Rachida Dati a réussi à fusionner ses listes avec celles de Bournazel, une manœuvre facilitée par Edouard Philippe, leader d'Horizons. Bien que Bournazel ait pu ressentir des pressions, il a justifié cette décision en affirmant qu'il souhaite avant tout battre la gauche. "Bournazel n'a pas envie de se retirer, mais il doit faire face à ses obligations", a commenté un membre de son équipe, soulignant le dilemme auquel il est confronté.
Dans le camp de Dati, on reste concentré sur l'enjeu principal : l'alternance à Paris après 25 ans de gestion socialiste. "Cette fusion est essentielle pour rassembler les forces de la droite et du centre", a affirmé David Alphand, élu parisien, alors qu’une voix discordante au sein de l’équipe de Bournazel s’opposait à cette union, la qualifiant de "fusion sous la contrainte".
Knafo se retire, ouvrant la voie à Dati
Le retrait de Sarah Knafo, initialement contre cette fusion, a également été un tournant important. Dans un communiqué au Parisien, Knafo a expliqué sa décision en déclarant vouloir avant tout battre la gauche, en dépit des hésitations de ses colistiers.

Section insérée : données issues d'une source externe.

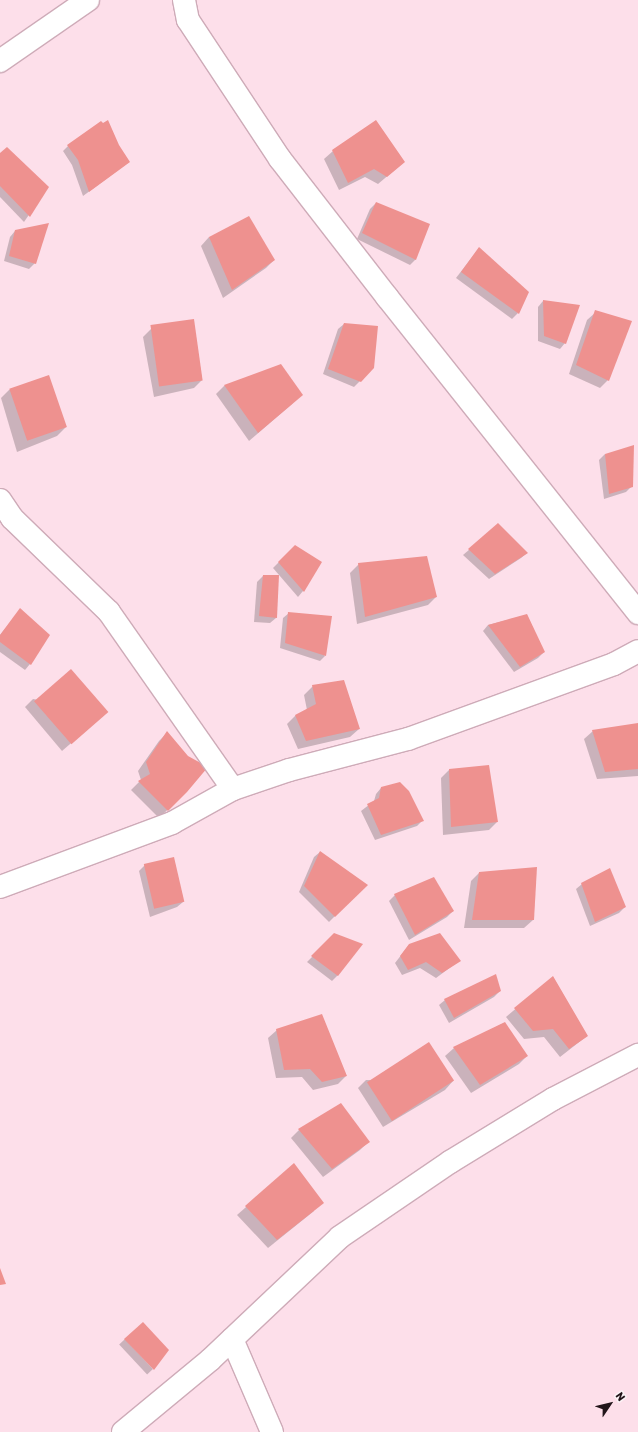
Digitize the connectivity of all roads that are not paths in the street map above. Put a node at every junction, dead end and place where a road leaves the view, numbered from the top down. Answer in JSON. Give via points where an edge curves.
{"nodes":[{"id":1,"x":88,"y":0,"type":"edge"},
{"id":2,"x":184,"y":0,"type":"edge"},
{"id":3,"x":0,"y":61,"type":"edge"},
{"id":4,"x":0,"y":500,"type":"edge"},
{"id":5,"x":638,"y":613,"type":"edge"},
{"id":6,"x":638,"y":651,"type":"edge"},
{"id":7,"x":233,"y":789,"type":"junction"},
{"id":8,"x":0,"y":887,"type":"edge"},
{"id":9,"x":638,"y":1054,"type":"edge"},
{"id":10,"x":232,"y":1339,"type":"junction"},
{"id":11,"x":123,"y":1432,"type":"edge"},
{"id":12,"x":272,"y":1432,"type":"edge"}],
"edges":[{"from":1,"to":3,"type":"street"},
{"from":2,"to":5,"type":"street","via":[[188,20],[280,159],[387,298]]},
{"from":4,"to":7,"type":"street","via":[[12,518],[109,612]]},
{"from":6,"to":7,"type":"street","via":[[614,664],[408,739],[289,770]]},
{"from":7,"to":8,"type":"street","via":[[172,824]]},
{"from":9,"to":10,"type":"street","via":[[553,1099],[450,1162],[340,1237]]},
{"from":10,"to":11,"type":"street"},
{"from":10,"to":12,"type":"street"}]}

Ces évolutions offrent à Rachida Dati une nouvelle dynamique alors que le second tour approche. "Paris devient le laboratoire de l'union des droites", a déclaré Ian Brossat, sénateur communiste, en insinuant que des accords cachés pourraient influencer la politique à venir dans la capitale.
Ce revirement stratégique pourrait surprendre électeurs et analystes, surtout à quelques jours du second tour. Les enjeux se multiplient pour Rachida Dati, qui vise à rassembler et mobiliser ses soutiens tout en faisant face à la machine socialiste bien huilée d'Emmanuel Grégoire.